DOK. Humas Kementerian Pertanian
Kementan akan memproduksi kalung dari tanaman eucalyptus yang diklaim mampu membunuh virus.

KOMPAS.com - Kalung antivirus corona dari eucalyptus yang dibuat Kementerian Pertanian (Kementan) ramai diperbincangkan khalayak.

Bukan dengan memakai kalung antivirus, lantas virus corona termasuk Covid-19 yang ada di sekitar kita hilang. Cara kerjanya bukan seperti itu.

Dr. Ir. Evi Savitri Iriani, MSi, Kepala Balai Penelitian Tanaman Rempah dan Obat yang terlibat dalam penelitian ini menerangkan bagaimana cara kerja eucalyptus mencegah virus corona.

Baca juga: Kalung Antivirus Corona Kementan, Peneliti Di Baliknya Angkat Bicara

Sebelumnya Evi bercerita, ada beberapa kenalannya yang terkena Covid-19 dan telah diujicobakan menggunakan eucalyptus.

Namun perlu diingat, ini bukan uji klinis yang diaku, tapi hanya mencobakan.

Mengingat dari segi toksisitas, bahan eucalyptus dan kayu putih aman digunakan, Evi dan tim mencobakan produk ini ke teman-temannya yang terinfeksi Covid-19.

Evi mengaku beberapa pasien Covid-19 mendapat manfaat dari kalung antivirus setelah menghirup bau eucalyptus yang ada di dalamnya.

Dikatakan Evi, orang yang terinfeksi Covid-19 merasa ada yang mengganjal di kerongkongan atau hidungnya.

"Seperti ada cairan atau dahak kental di tenggorokan mereka. Seolah-olah ingin dikeluarkan tapi enggak bisa, mau menelan sakit, kemudian mau bernapas juga berat," ujar Evi dihubungi Kompas.com, Minggu (5/7/2020).

"Nah dengan mereka menghirup ini, mereka merasa lebih plong. Jadi ada teman yang tadinya memerlukan oksigen, dengan ini bisa menghirup (oksigen) sampai ke paru-paru," imbuhnya.

Dalam beberapa jurnal ilmiah yang telah diterbitkan, kata Evi, eucaplyptus terbukti memiliki kemampuan anti-virus dan anti-inflamasi.

"Jadi kalau orang yang punya gangguan pernapasan kan cenderung bengkak paru-parunya. Nah ini (eucalyptus) bisa menekan gejala pembengkakan itu," ujar Evi.
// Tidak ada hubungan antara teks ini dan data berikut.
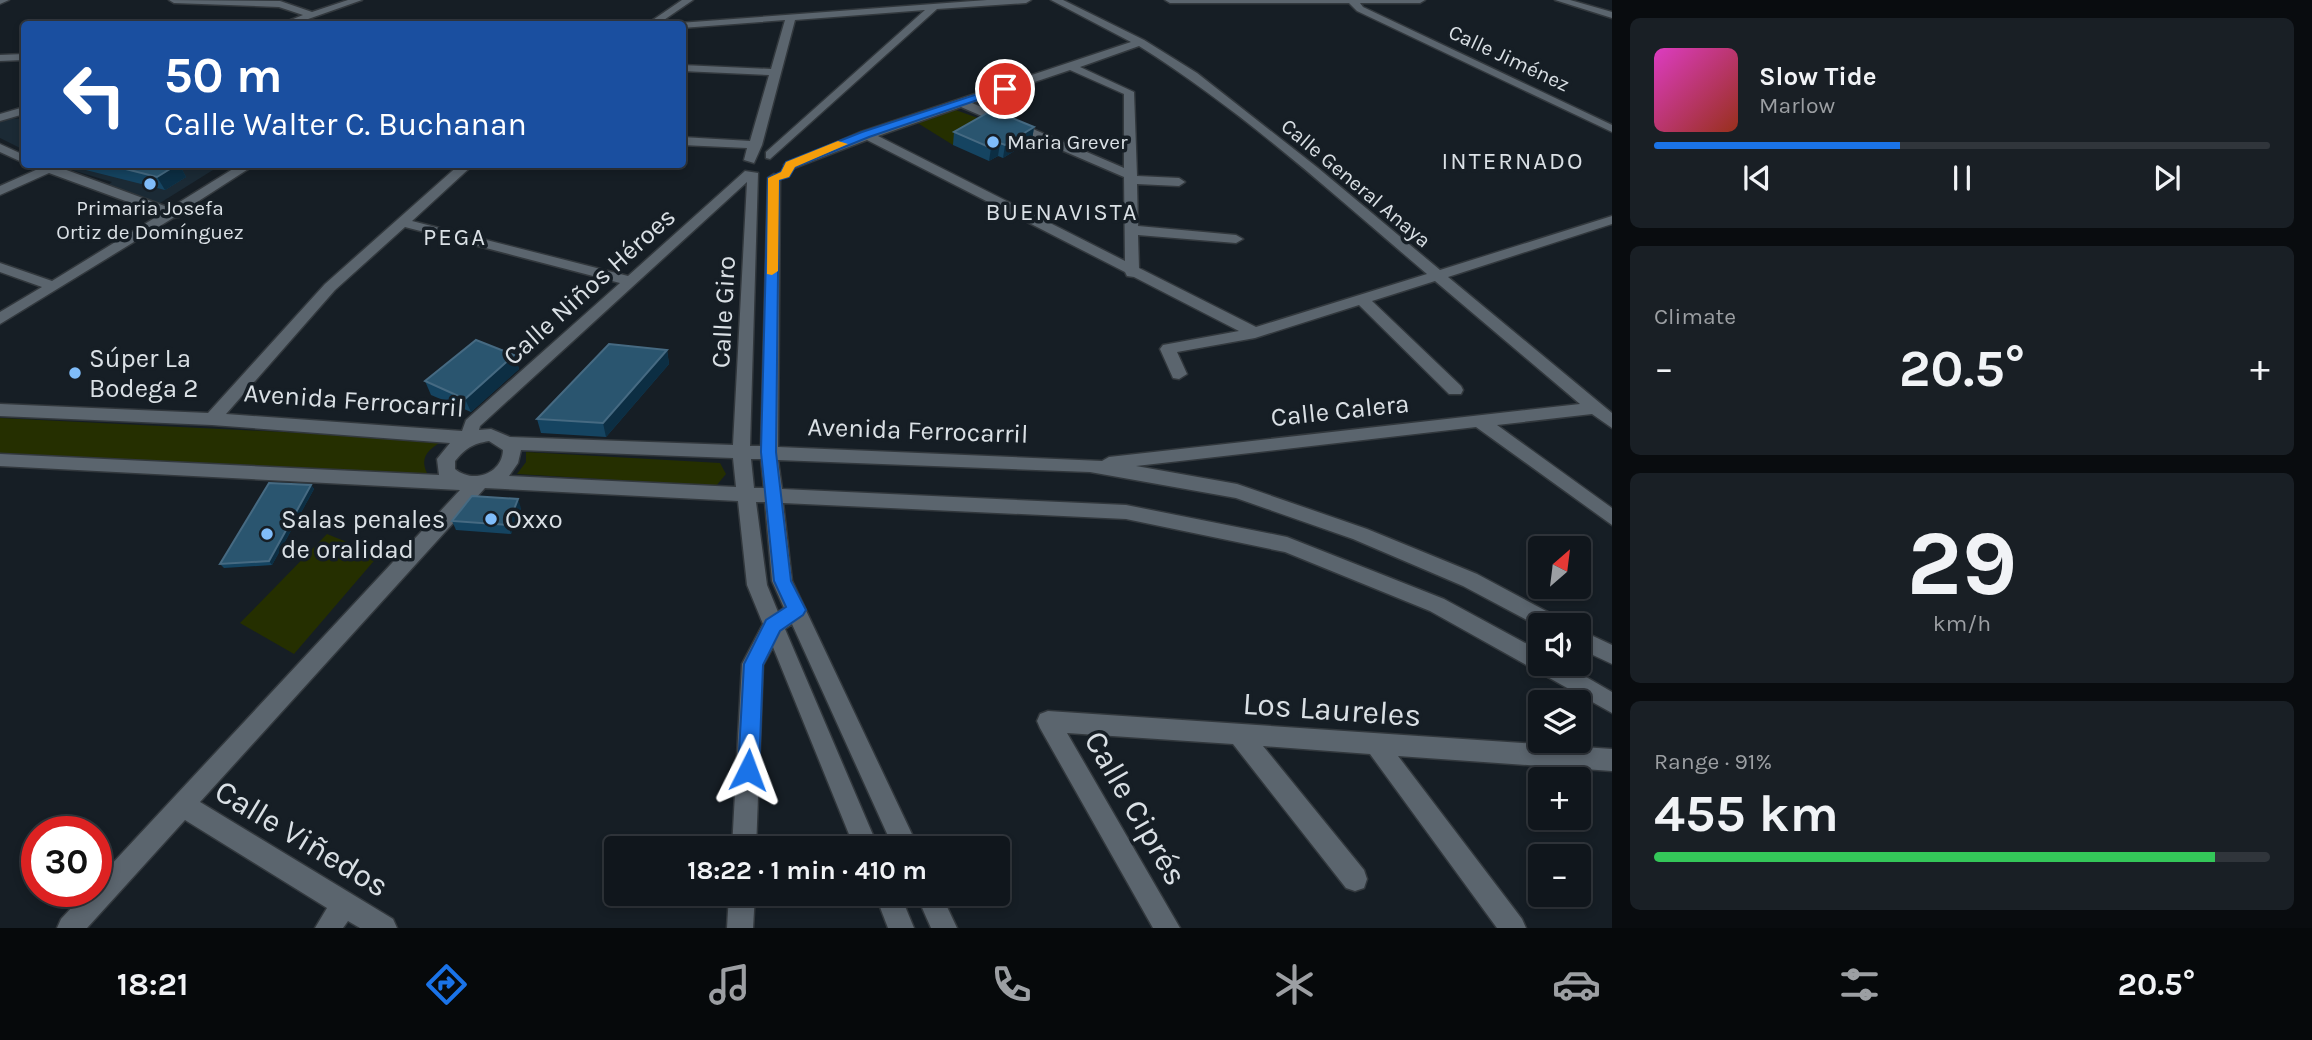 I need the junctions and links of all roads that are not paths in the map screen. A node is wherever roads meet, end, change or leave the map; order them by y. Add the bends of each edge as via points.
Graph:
1 (174, 0) edge
2 (357, 0) edge
3 (688, 0) edge
4 (1026, 0) edge
5 (1056, 0) edge
6 (1170, 0) edge
7 (1420, 0) edge
8 (1560, 0) edge
9 (1264, 1) edge
10 (1353, 1) edge
11 (938, 3) edge
12 (312, 15) junction
13 (1612, 15) edge
14 (791, 18) junction
15 (295, 21) edge
16 (656, 21) edge
17 (686, 25) edge
18 (1140, 42) junction
19 (21, 57) edge
20 (0, 58) edge
21 (1072, 67) junction
22 (686, 68) edge
23 (777, 72) junction
24 (961, 103) junction
25 (21, 111) edge
26 (21, 116) edge
27 (3, 117) edge
28 (1612, 120) edge
29 (1612, 129) edge
30 (865, 134) junction
31 (686, 141) edge
32 (756, 145) junction
33 (0, 148) edge
34 (770, 155) junction
35 (21, 158) edge
36 (790, 165) junction
37 (40, 168) edge
38 (45, 168) edge
39 (244, 168) edge
40 (463, 168) edge
41 (751, 170) junction
42 (1131, 177) junction
43 (774, 178) junction
44 (1180, 181) dead end
45 (0, 191) edge
46 (174, 214) junction
47 (1612, 220) edge
48 (402, 222) junction
49 (1132, 230) junction
50 (1236, 239) dead end
51 (0, 267) edge
52 (1132, 272) junction
53 (1437, 275) junction
54 (631, 281) junction
55 (53, 286) junction
56 (1361, 299) junction
57 (0, 319) edge
58 (1255, 333) junction
59 (1179, 374) dead end
60 (1454, 390) dead end
61 (1595, 408) junction
62 (0, 410) edge
63 (212, 419) junction
64 (1478, 420) junction
65 (1612, 422) edge
66 (469, 438) junction
67 (508, 443) junction
68 (741, 451) junction
69 (769, 452) junction
70 (0, 460) edge
71 (1090, 465) junction
72 (474, 483) junction
73 (747, 495) junction
74 (772, 496) junction
75 (1612, 518) edge
76 (797, 610) junction
77 (1532, 613) edge
78 (773, 626) junction
79 (1591, 644) edge
80 (1612, 655) edge
81 (1528, 656) edge
82 (1564, 676) edge
83 (1612, 703) edge
84 (1048, 720) joint
85 (1239, 734) junction
86 (1375, 743) junction
87 (1612, 760) edge
88 (184, 806) junction
89 (745, 836) edge
90 (862, 836) edge
91 (901, 836) edge
92 (1355, 879) dead end
93 (345, 904) junction
94 (741, 906) edge
95 (892, 906) edge
96 (934, 906) edge
97 (1510, 927) edge
98 (70, 928) edge
99 (328, 928) edge
100 (384, 928) edge
101 (740, 928) edge
102 (901, 928) edge
103 (944, 928) edge
104 (1167, 928) edge

1 - 12 street via 280,4
2 - 12 street
3 - 16 street
4 - 11 street
5 - 18 street, Calle General Anaya
6 - 9 street
7 - 10 street
8 - 13 street
9 - 10 street
10 - 28 street, Calle Jiménez
10 - 29 street, Calle Jiménez via 1360,9
11 - 14 street
11 - 34 street
12 - 15 street
14 - 17 street
14 - 23 street, Calle Giro
18 - 21 street
18 - 53 street, Calle General Anaya via 1193,75
19 - 20 street
21 - 24 street
21 - 42 street via 1129,92
22 - 23 street
23 - 32 street, Calle Giro
24 - 30 street
24 - 42 street
25 - 27 street
26 - 27 street
30 - 36 street
30 - 52 street
31 - 32 street
32 - 41 street, Calle Giro
33 - 35 street
34 - 36 street
34 - 41 street
36 - 43 street via 785,175
37 - 45 street
38 - 46 street
39 - 46 street
40 - 48 street
41 - 43 street
41 - 54 street, Calle Niños Héroes
41 - 68 street, Calle Giro
42 - 44 street
42 - 49 street
43 - 69 street, Calle Giro
46 - 55 street
47 - 53 street
48 - 54 street
48 - 63 street via 330,287
49 - 50 street
49 - 52 street
51 - 55 street
52 - 58 street
53 - 56 street
53 - 61 street, Calle General Anaya
54 - 66 street, Calle Niños Héroes via 472,424
55 - 57 street
56 - 58 street
56 - 60 street
58 - 59 street via 1168,349
61 - 64 street, Calle Calera
61 - 65 street, Calle General Anaya
62 - 63 street, Avenida Ferrocarril
63 - 66 street, Avenida Ferrocarril
64 - 71 street, Calle Calera
64 - 75 street
66 - 67 street, Avenida Ferrocarril via 491,435
66 - 72 street via 446,458 446,472
67 - 68 street, Avenida Ferrocarril
67 - 72 street via 510,464
68 - 69 street, Avenida Ferrocarril
68 - 73 street, Calle Giro
69 - 71 street, Avenida Ferrocarril
69 - 74 street, Calle Giro
70 - 72 street
71 - 77 street, Avenida Ferrocarril via 1249,495 1360,534 1470,580
72 - 73 street
72 - 88 street
73 - 74 street
73 - 78 street, Calle Giro via 757,585
74 - 76 street, Calle Giro via 782,581
74 - 81 street via 1126,512 1287,545 1437,605
76 - 78 street
76 - 91 street, Calle Giro
78 - 89 street via 753,664
78 - 90 street, Calle Giro
79 - 80 street
82 - 83 street
84 - 85 street, Los Laureles
84 - 104 street, Calle Ciprés
85 - 86 street, Los Laureles
85 - 92 street
86 - 87 street, Los Laureles
86 - 97 street
88 - 93 street, Calle Viñedos
88 - 98 street
93 - 99 street
93 - 100 street, Calle Viñedos
94 - 101 street
95 - 102 street
96 - 103 street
Selain itu, eucalyptus juga memiliki kemampuan untuk mengencerkan dahak dan meningkatkan imunitas.

Kenapa dibuat kalung?

Evi mengatakan, bagian eucalyptus yang dapat bekerja efektif dan memberi manfaat adalah minyaknya, dengan cara dihirup.

"Makanya kami punya yang inhaler, dihirup langsung ke hidung. Atau roll on, kalau kami praktisme dioleskan ke masker itu bisa terhirup cukup intens aromanya," katanya.

Namun karena banyak orang yang tidak selalu membawa inhaler atau roll on, akhirnya Kementan membuat dengan bentuk kalung.

"Kita bentuk kalung, kemudian si aroma terapinya kita (masukkan) dalam kapsul sehingga wanginya lebih tahan lama. Jadi dia (pemakai) bisa langsung hirup (aroma eucalyptus)," ujar Evi.

"Dihirup 15 menit setiap dua jam itu sudah cukup," imbuh Evi.

"Jadi bukan pakai kalung, terus virusnya mati semua di sekeliling kita. Enggak begitu cara kerjanya."

Dengan kalung ini, diharapkan orang tidak lupa untuk membawa eucalyptus.

Baca juga: Kalung Antivirus Corona Kementan, Ahli: Komunikasinya Harus Jelas, Bukan sebagai Obat

Bagaimana eucalyptus mencegah virus?

Virus dapat menginfeksi tubuh melalui tiga jalur, yakni masuk lewat rongga hidung, mulut, dan mata.

Untuk yang di rongga hidung, virus corona dapat bertahan dua minggu. Rongga mulut lebih cepat, satu minggu.

"Nah, ini kita berupaya, selagi dia masih di rongga hidung dan belum masuk paru-paru, di situlah waktu kita bisa mencegah virus agar tidak turun ke bawah (paru-paru)," kata Evi.

"Makanya kita rekomendasikan dengan menghirup (eucalyptus), sebagai antivirus" jelasnya.